- [INSTRUCTIONS TO FOLLOW] Among the entries, find the lines with the string "Lonnquist" and report them.

- [SOURCE RECORDS]
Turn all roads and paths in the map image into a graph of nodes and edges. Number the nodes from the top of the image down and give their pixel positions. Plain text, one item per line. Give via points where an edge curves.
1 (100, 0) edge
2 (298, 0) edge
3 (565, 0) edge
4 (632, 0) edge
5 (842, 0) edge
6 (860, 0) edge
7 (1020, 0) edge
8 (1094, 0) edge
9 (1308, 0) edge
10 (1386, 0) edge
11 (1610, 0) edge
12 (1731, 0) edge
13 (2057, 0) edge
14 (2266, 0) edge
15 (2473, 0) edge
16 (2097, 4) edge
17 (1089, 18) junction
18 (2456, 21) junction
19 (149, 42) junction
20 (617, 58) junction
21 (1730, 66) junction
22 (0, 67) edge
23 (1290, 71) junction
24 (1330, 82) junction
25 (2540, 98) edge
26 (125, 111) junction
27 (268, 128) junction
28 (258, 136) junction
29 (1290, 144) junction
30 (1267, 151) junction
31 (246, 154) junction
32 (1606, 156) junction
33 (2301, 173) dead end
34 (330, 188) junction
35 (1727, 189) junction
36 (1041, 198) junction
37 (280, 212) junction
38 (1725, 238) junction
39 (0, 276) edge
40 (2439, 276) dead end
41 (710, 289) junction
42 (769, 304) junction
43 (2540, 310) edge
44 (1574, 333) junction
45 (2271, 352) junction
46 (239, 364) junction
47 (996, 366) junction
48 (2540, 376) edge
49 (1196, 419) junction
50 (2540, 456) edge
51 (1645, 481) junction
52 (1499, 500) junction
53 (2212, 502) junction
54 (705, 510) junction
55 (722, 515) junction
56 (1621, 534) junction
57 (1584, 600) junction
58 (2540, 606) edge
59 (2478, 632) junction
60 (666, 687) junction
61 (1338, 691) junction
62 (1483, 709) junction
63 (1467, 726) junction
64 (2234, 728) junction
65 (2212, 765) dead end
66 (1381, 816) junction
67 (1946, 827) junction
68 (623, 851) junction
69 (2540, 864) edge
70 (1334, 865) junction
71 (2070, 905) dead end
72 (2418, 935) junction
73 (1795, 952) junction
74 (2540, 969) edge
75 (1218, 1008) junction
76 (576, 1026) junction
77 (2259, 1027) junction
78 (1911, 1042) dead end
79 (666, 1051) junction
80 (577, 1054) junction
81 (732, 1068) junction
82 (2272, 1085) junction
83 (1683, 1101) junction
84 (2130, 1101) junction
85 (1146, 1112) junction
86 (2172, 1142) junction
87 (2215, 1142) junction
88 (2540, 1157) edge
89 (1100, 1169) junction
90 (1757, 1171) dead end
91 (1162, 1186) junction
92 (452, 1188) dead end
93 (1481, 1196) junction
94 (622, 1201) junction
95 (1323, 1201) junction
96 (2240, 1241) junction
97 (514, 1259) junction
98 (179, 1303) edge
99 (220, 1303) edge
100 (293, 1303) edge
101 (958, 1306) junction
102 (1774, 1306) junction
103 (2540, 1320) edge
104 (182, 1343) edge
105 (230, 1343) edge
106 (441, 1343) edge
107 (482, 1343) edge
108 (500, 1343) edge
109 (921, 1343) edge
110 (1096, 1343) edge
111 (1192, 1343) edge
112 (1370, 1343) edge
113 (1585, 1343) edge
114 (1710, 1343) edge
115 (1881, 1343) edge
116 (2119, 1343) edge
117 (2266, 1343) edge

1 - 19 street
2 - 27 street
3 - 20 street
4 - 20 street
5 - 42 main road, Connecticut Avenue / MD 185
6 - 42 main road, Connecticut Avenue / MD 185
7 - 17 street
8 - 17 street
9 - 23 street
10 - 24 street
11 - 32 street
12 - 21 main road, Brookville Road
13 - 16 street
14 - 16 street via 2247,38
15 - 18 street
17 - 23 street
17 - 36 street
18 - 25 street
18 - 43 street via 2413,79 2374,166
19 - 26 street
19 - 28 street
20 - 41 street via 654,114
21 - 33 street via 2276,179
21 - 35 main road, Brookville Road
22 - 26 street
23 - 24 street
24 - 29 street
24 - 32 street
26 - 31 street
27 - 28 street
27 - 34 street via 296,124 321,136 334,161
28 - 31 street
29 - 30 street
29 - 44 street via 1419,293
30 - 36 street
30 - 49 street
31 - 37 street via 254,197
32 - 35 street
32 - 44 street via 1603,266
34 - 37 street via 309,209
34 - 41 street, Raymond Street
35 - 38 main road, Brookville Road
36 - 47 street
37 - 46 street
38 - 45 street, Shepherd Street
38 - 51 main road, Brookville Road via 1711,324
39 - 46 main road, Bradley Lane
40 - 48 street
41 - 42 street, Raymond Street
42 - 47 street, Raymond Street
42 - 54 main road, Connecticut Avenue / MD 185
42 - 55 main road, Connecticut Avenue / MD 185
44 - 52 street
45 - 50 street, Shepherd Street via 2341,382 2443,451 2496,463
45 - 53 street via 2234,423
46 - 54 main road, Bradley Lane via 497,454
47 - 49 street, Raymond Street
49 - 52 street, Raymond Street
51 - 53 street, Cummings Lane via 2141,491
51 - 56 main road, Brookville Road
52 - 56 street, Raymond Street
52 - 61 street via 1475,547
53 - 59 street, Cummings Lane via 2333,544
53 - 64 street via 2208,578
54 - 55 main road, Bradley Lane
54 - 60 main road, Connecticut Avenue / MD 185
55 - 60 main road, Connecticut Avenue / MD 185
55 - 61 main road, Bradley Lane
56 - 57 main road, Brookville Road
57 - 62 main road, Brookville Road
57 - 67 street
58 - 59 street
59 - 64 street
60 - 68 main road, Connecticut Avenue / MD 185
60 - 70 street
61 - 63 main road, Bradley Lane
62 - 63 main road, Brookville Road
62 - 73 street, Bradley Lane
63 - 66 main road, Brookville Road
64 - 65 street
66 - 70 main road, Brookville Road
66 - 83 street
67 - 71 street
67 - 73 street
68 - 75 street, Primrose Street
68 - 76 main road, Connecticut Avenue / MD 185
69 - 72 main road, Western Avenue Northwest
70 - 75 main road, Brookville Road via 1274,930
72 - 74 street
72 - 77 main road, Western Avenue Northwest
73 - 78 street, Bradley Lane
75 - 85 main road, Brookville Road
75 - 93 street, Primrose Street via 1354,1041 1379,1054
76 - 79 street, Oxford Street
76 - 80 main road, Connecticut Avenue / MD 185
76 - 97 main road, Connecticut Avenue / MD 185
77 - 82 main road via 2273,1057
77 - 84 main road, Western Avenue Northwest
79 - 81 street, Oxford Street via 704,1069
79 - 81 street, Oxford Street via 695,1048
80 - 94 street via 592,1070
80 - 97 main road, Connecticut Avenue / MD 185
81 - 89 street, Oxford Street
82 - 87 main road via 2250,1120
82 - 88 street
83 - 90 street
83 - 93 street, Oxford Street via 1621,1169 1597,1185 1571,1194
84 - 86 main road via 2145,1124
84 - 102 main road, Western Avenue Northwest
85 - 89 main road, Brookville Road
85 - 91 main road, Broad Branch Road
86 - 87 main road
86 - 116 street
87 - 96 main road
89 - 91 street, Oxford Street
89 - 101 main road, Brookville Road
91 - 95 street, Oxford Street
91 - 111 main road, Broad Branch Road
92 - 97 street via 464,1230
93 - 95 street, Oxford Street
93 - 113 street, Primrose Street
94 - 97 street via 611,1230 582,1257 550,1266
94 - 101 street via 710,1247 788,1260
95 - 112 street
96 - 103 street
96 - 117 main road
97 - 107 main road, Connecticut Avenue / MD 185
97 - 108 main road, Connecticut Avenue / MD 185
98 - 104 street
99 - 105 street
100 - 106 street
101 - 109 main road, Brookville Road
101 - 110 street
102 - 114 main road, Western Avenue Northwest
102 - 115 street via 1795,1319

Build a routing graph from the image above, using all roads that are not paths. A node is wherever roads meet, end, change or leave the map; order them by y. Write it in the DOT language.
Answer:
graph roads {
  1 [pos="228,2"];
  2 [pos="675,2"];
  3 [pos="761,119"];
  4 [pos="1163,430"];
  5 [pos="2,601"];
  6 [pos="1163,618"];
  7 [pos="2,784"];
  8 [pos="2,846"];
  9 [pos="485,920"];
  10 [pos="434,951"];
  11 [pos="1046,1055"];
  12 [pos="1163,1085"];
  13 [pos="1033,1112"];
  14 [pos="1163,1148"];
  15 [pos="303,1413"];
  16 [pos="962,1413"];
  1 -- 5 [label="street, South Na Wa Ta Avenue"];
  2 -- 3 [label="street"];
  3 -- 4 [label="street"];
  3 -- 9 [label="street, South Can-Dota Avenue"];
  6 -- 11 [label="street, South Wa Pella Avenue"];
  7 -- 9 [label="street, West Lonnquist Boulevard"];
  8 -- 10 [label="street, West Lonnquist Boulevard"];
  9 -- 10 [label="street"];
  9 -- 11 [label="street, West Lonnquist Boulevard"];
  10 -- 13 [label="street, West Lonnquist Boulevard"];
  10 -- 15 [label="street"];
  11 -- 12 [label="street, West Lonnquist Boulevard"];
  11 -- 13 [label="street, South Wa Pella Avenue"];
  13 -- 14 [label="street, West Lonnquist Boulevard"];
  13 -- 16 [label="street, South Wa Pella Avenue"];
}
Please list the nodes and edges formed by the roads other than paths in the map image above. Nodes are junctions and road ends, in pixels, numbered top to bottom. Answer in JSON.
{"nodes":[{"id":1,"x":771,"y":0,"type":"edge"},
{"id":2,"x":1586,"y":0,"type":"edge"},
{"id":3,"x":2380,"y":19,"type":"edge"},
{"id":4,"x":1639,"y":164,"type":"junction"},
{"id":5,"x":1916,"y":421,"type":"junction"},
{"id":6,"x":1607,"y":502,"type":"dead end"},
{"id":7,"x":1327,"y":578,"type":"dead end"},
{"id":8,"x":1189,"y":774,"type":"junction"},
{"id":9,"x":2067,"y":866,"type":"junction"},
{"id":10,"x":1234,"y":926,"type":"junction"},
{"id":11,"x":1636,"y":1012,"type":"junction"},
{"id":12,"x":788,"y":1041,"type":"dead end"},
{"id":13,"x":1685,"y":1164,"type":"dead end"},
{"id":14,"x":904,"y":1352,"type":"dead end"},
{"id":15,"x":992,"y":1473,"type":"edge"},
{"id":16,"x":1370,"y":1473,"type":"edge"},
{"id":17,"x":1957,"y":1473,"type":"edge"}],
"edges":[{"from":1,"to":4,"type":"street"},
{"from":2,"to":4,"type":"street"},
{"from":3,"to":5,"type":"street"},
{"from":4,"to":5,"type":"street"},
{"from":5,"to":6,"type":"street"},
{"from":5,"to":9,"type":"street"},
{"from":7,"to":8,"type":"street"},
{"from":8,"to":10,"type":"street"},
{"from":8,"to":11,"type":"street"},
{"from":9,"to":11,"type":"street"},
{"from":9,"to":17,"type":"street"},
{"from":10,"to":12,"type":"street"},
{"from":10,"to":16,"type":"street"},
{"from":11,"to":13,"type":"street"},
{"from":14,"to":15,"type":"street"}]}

- [SOLUTION FOR THIS EXERCISE]
  7 -- 9 [label="street, West Lonnquist Boulevard"];
  8 -- 10 [label="street, West Lonnquist Boulevard"];
  9 -- 11 [label="street, West Lonnquist Boulevard"];
  10 -- 13 [label="street, West Lonnquist Boulevard"];
  11 -- 12 [label="street, West Lonnquist Boulevard"];
  13 -- 14 [label="street, West Lonnquist Boulevard"];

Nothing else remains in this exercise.